[Stored data]
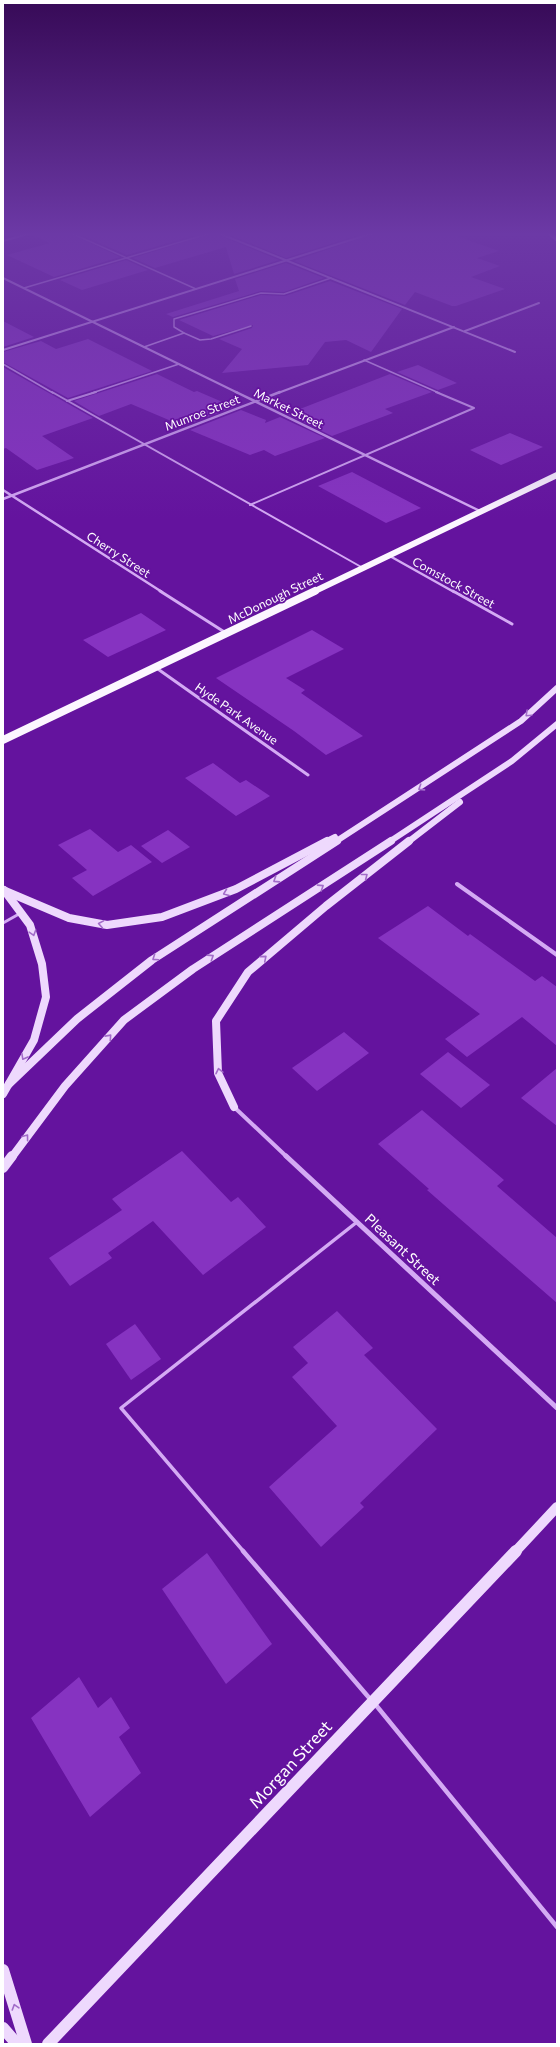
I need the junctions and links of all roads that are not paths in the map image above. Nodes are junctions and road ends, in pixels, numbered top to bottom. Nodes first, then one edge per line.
1 (72, 329) edge
2 (106, 329) edge
3 (177, 329) edge
4 (244, 329) edge
5 (450, 329) edge
6 (457, 329) edge
7 (474, 329) edge
8 (465, 332) junction
9 (184, 333) junction
10 (144, 347) junction
11 (3, 350) edge
12 (515, 352) dead end
13 (364, 360) junction
14 (3, 364) edge
15 (179, 364) junction
16 (67, 401) junction
17 (255, 401) junction
18 (143, 445) junction
19 (365, 455) junction
20 (557, 474) edge
21 (3, 490) edge
22 (12, 496) junction
23 (3, 499) edge
24 (250, 505) junction
25 (480, 511) junction
26 (388, 555) junction
27 (362, 568) junction
28 (512, 624) dead end
29 (226, 633) junction
30 (155, 667) junction
31 (557, 688) edge
32 (557, 724) edge
33 (3, 740) edge
34 (512, 761) junction
35 (308, 775) dead end
36 (385, 811) junction
37 (458, 884) dead end
38 (3, 889) edge
39 (21, 913) junction
40 (3, 923) edge
41 (557, 955) edge
42 (9, 1084) junction
43 (3, 1094) edge
44 (234, 1107) joint
45 (3, 1168) edge
46 (357, 1222) junction
47 (557, 1408) edge
48 (557, 1508) edge
49 (373, 1702) junction
50 (557, 1928) edge
51 (3, 1970) edge
52 (3, 2028) edge
53 (17, 2044) edge
54 (26, 2044) edge
55 (48, 2044) edge

1 - 11 street
2 - 10 street, Market Street
3 - 9 lane
4 - 9 lane
5 - 13 street, Munroe Street
6 - 8 street
7 - 8 street
8 - 12 street
9 - 10 lane
10 - 15 street, Market Street
13 - 17 street, Munroe Street
13 - 19 lane
14 - 16 lane
15 - 16 lane
15 - 17 street, Market Street
16 - 18 lane
17 - 18 street, Munroe Street
17 - 19 street, Market Street
18 - 22 street, Munroe Street
18 - 24 lane
19 - 24 lane
19 - 25 street, Market Street
20 - 25 main road, McDonough Street
21 - 22 street, Cherry Street
22 - 23 street, Munroe Street
22 - 29 street, Cherry Street
24 - 27 lane
25 - 26 main road, McDonough Street
26 - 27 main road, McDonough Street
26 - 28 street, Comstock Street
27 - 29 main road, McDonough Street
29 - 30 main road, McDonough Street
30 - 33 main road, McDonough Street
30 - 35 street, Hyde Park Avenue
31 -> 36 street
32 - 34 street
44 -> 34 street
45 -> 34 street
36 -> 38 street
36 -> 42 street
37 - 41 street
38 - 39 street
39 - 40 lane
39 -> 42 street
42 - 43 street
44 - 46 street, Pleasant Street
46 - 47 street, Pleasant Street
46 - 49 lane
48 - 49 street, Morgan Street
49 - 50 lane
49 - 55 street, Morgan Street
54 -> 51 street
52 - 53 street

ASSIGNED TASK: Filter the preceding entries down to the lines with "road".

RESPONSE TO THE TASK:
I need the junctions and links of all roads that are not paths in the map image above. Nodes are junctions and road ends, in pixels, numbered top to bottom. Nodes first, then one edge per line.
20 - 25 main road, McDonough Street
25 - 26 main road, McDonough Street
26 - 27 main road, McDonough Street
27 - 29 main road, McDonough Street
29 - 30 main road, McDonough Street
30 - 33 main road, McDonough Street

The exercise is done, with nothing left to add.